[Collected data entries]
|---|

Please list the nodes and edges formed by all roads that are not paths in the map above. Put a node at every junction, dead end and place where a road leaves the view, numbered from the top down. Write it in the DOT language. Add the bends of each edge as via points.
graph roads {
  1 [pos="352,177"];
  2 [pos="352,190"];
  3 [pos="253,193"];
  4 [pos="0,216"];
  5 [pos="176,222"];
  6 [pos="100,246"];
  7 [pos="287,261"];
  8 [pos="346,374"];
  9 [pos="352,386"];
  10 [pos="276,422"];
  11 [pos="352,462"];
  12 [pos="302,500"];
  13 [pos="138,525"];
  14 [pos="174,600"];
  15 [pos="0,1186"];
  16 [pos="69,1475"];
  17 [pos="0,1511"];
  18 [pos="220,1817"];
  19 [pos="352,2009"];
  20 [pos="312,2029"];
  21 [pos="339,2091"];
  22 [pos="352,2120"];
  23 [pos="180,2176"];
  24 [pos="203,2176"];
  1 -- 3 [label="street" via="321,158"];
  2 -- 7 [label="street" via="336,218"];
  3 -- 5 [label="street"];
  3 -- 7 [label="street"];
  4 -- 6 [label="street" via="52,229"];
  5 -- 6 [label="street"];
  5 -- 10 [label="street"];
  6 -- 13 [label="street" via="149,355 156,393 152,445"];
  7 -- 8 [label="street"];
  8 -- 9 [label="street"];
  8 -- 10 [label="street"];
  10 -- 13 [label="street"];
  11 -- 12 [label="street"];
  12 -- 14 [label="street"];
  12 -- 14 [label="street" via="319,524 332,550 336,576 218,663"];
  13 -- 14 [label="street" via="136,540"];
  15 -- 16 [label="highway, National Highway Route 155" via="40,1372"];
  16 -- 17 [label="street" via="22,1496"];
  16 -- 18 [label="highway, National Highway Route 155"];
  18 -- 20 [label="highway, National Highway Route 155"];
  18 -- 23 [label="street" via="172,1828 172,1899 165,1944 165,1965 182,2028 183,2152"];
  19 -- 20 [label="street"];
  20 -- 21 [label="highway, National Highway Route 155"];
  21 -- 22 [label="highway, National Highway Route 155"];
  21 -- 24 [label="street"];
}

|---|

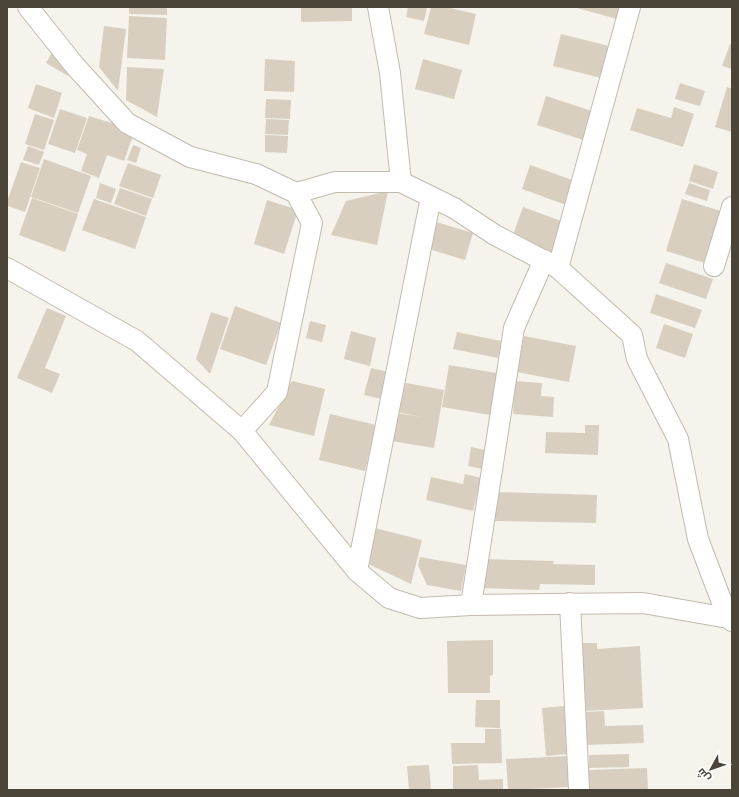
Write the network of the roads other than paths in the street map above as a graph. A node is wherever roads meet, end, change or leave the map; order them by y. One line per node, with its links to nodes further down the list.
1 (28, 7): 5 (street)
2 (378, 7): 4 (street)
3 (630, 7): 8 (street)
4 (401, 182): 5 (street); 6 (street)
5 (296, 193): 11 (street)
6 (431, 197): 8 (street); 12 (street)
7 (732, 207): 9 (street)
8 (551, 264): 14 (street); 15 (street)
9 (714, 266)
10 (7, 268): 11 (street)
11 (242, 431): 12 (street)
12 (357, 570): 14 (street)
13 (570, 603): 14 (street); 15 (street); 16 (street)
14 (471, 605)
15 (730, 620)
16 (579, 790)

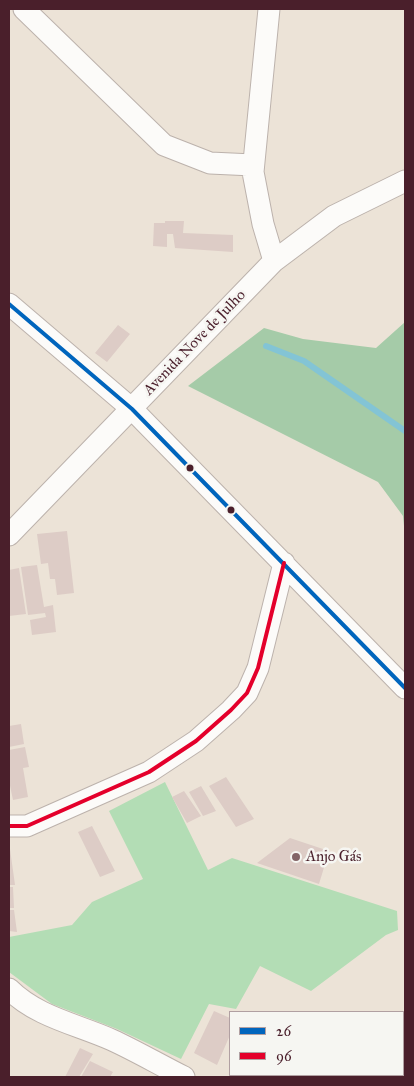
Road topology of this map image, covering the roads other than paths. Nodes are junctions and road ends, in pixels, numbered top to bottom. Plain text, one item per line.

|---|

- **Required action**
In the data above, find the line containing "Write the network" and the line containing "Road topology of". Copy exactly the stretch from the first through the second, both included, leaving out any picture.

- **Exercise solution**
Write the network of the roads other than paths in the street map above as a graph. A node is wherever roads meet, end, change or leave the map; order them by y. One line per node, with its links to nodes further down the list.
1 (28, 7): 5 (street)
2 (378, 7): 4 (street)
3 (630, 7): 8 (street)
4 (401, 182): 5 (street); 6 (street)
5 (296, 193): 11 (street)
6 (431, 197): 8 (street); 12 (street)
7 (732, 207): 9 (street)
8 (551, 264): 14 (street); 15 (street)
9 (714, 266)
10 (7, 268): 11 (street)
11 (242, 431): 12 (street)
12 (357, 570): 14 (street)
13 (570, 603): 14 (street); 15 (street); 16 (street)
14 (471, 605)
15 (730, 620)
16 (579, 790)

Road topology of this map image, covering the roads other than paths. Nodes are junctions and road ends, in pixels, numbered top to bottom. Plain text, one item per line.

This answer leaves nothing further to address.